- **RECORDS FOR PROCESSING**:

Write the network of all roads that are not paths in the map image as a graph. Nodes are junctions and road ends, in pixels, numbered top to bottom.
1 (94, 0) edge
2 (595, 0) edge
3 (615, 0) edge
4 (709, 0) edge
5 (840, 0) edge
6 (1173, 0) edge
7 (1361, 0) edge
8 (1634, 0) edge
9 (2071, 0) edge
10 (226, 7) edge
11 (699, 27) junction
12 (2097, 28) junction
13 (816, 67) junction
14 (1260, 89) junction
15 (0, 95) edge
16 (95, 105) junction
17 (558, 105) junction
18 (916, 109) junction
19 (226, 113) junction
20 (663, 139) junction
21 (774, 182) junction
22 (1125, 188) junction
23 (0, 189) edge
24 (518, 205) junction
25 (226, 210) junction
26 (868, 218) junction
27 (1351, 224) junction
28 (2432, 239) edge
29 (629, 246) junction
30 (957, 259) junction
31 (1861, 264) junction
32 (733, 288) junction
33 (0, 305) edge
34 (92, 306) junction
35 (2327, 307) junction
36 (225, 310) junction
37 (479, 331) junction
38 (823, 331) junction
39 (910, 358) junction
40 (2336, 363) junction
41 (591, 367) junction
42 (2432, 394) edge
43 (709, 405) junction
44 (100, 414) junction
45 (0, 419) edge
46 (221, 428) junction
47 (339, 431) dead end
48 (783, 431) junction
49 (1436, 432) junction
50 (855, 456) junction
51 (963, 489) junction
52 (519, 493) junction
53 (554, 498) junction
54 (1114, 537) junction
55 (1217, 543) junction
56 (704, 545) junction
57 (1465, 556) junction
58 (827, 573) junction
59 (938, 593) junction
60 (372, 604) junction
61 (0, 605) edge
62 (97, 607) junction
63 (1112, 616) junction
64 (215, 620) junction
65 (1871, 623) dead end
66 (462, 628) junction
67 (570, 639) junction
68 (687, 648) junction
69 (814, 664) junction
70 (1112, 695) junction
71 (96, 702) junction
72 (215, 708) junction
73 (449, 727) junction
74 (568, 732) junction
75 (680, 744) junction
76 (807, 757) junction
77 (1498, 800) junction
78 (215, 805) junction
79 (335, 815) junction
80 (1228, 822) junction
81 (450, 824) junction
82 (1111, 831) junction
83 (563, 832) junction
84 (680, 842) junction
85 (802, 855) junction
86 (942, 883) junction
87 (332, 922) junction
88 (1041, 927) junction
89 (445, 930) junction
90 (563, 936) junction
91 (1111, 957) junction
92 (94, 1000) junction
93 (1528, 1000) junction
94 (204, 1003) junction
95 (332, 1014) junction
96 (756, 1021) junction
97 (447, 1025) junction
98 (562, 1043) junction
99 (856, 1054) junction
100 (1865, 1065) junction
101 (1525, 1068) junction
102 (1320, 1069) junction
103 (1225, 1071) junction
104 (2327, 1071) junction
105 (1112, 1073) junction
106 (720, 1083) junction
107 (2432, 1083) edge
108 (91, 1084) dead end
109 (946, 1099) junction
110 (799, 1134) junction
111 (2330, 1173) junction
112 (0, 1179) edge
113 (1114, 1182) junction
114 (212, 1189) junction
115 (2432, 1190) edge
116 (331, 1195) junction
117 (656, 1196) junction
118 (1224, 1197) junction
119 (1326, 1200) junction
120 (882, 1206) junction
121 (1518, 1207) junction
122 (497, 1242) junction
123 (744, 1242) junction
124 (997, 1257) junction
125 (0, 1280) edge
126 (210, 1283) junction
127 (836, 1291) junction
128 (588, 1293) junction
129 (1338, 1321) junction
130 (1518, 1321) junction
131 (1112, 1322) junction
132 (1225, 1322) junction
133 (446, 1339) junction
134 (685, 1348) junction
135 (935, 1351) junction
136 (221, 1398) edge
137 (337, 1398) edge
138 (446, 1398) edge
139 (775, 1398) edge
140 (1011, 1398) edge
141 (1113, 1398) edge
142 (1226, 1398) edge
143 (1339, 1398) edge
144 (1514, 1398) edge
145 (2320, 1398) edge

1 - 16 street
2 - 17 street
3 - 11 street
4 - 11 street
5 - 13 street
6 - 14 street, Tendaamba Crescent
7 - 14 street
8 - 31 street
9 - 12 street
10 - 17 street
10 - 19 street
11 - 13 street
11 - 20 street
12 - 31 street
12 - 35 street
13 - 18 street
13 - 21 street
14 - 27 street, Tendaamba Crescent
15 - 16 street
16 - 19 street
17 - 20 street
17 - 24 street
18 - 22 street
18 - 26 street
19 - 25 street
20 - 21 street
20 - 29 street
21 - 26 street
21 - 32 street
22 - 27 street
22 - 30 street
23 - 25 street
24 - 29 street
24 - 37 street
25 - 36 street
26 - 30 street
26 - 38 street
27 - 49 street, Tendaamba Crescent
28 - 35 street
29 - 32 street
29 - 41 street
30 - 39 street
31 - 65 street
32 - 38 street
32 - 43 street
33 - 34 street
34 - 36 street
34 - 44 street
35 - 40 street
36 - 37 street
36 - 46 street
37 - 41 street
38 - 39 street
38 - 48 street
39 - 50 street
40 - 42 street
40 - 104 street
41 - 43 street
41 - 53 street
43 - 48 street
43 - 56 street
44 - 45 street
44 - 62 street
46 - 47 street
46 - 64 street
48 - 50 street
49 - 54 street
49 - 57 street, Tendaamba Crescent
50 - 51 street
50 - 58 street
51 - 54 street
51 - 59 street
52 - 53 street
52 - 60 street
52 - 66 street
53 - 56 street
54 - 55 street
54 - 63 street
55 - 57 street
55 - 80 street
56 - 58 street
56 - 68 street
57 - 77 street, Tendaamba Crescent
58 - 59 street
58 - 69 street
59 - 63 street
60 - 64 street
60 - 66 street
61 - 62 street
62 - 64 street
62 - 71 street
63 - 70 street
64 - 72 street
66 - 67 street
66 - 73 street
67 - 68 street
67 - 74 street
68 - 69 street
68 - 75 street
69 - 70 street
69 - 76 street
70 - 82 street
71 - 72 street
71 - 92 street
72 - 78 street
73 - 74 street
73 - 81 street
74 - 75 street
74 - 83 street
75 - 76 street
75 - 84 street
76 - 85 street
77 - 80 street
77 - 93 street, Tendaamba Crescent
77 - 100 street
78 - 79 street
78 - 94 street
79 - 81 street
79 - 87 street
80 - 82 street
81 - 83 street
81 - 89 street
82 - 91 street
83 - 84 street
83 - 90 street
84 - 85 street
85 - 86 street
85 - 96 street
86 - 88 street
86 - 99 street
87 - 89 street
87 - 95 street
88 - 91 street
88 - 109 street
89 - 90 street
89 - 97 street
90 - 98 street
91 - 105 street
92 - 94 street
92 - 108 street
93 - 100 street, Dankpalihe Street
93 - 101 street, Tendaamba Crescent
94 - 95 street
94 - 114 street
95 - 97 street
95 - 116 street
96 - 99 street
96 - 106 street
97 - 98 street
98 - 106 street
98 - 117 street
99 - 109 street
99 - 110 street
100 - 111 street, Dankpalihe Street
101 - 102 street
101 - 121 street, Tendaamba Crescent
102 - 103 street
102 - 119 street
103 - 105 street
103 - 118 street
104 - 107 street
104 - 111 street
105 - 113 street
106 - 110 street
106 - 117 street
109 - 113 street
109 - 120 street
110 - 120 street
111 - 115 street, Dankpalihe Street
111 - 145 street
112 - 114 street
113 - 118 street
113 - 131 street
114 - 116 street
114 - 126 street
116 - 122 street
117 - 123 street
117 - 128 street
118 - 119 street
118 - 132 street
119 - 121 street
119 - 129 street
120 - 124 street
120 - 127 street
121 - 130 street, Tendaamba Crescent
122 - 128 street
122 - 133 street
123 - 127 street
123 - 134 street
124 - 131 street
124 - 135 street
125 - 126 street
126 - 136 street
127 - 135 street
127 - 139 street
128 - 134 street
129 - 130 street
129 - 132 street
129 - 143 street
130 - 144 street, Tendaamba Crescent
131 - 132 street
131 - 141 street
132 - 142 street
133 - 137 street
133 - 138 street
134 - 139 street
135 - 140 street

- **WORK INSTRUCTION**: Every line in the data above that contains the word "dead" should be copied.

- **FINISHED EXERCISE**:
47 (339, 431) dead end
65 (1871, 623) dead end
108 (91, 1084) dead end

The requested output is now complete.